### What you are asked to do
Check every line of the entries that follow, and copy the ones containing "dead".
- Opening Delimiter -
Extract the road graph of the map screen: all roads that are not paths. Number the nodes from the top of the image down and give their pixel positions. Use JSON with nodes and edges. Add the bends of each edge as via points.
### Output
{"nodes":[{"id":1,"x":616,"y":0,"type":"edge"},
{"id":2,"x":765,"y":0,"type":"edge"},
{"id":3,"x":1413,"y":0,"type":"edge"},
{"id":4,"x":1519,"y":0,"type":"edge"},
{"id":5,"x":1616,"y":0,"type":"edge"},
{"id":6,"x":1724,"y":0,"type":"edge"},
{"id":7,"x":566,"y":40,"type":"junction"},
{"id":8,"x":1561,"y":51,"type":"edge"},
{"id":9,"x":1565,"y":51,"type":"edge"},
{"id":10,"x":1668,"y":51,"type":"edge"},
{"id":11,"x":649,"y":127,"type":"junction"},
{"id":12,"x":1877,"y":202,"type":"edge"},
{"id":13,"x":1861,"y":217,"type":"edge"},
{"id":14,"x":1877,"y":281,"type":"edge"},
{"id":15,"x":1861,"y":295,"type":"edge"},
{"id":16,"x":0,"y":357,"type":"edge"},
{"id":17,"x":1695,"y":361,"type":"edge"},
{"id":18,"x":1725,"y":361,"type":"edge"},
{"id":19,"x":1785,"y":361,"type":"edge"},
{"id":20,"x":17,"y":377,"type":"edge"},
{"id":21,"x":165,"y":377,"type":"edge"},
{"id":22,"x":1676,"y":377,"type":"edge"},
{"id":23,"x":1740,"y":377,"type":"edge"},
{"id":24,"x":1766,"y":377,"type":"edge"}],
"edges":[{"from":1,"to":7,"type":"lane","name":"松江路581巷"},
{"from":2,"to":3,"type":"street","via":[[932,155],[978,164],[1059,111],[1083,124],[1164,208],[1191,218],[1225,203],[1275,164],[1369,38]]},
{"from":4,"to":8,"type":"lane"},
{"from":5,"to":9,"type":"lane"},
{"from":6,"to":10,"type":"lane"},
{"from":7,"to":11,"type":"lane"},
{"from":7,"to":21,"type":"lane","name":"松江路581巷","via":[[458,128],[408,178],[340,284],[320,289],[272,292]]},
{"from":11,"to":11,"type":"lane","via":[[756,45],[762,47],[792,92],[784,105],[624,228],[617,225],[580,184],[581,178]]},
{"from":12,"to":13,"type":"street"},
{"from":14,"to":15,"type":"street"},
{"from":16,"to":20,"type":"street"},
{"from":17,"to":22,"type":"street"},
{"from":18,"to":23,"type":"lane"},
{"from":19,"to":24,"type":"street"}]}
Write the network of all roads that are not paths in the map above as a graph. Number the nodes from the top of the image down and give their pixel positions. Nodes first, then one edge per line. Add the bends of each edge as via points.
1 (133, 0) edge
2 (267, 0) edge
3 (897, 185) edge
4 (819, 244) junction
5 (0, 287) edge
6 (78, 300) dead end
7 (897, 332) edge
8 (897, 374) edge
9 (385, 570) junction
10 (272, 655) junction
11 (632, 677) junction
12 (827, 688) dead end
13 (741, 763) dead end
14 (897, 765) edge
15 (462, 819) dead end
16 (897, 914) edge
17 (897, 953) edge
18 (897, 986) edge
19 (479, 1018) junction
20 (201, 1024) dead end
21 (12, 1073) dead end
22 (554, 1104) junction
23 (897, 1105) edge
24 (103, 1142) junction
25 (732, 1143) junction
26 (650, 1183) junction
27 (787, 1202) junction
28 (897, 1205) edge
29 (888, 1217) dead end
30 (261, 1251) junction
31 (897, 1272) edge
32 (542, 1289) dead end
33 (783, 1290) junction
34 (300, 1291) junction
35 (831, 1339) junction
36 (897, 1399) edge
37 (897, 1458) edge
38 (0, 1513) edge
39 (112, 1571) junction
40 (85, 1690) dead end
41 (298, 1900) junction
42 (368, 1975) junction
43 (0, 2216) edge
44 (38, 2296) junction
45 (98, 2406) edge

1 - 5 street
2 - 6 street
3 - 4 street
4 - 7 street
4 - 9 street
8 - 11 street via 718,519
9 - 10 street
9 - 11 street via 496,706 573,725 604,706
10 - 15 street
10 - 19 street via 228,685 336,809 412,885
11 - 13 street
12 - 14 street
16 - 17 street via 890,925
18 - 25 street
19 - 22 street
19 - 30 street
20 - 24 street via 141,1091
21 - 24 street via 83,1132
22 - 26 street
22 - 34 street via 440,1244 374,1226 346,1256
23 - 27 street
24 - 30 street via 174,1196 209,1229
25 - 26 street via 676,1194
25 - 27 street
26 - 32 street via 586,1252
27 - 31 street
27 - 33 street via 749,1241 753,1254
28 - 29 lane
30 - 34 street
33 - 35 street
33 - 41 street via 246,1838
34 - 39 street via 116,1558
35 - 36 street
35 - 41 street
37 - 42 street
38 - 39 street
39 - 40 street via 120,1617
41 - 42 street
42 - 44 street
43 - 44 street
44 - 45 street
- Closing Delimiter -
### Result for this exercise
6 (78, 300) dead end
12 (827, 688) dead end
13 (741, 763) dead end
15 (462, 819) dead end
20 (201, 1024) dead end
21 (12, 1073) dead end
29 (888, 1217) dead end
32 (542, 1289) dead end
40 (85, 1690) dead end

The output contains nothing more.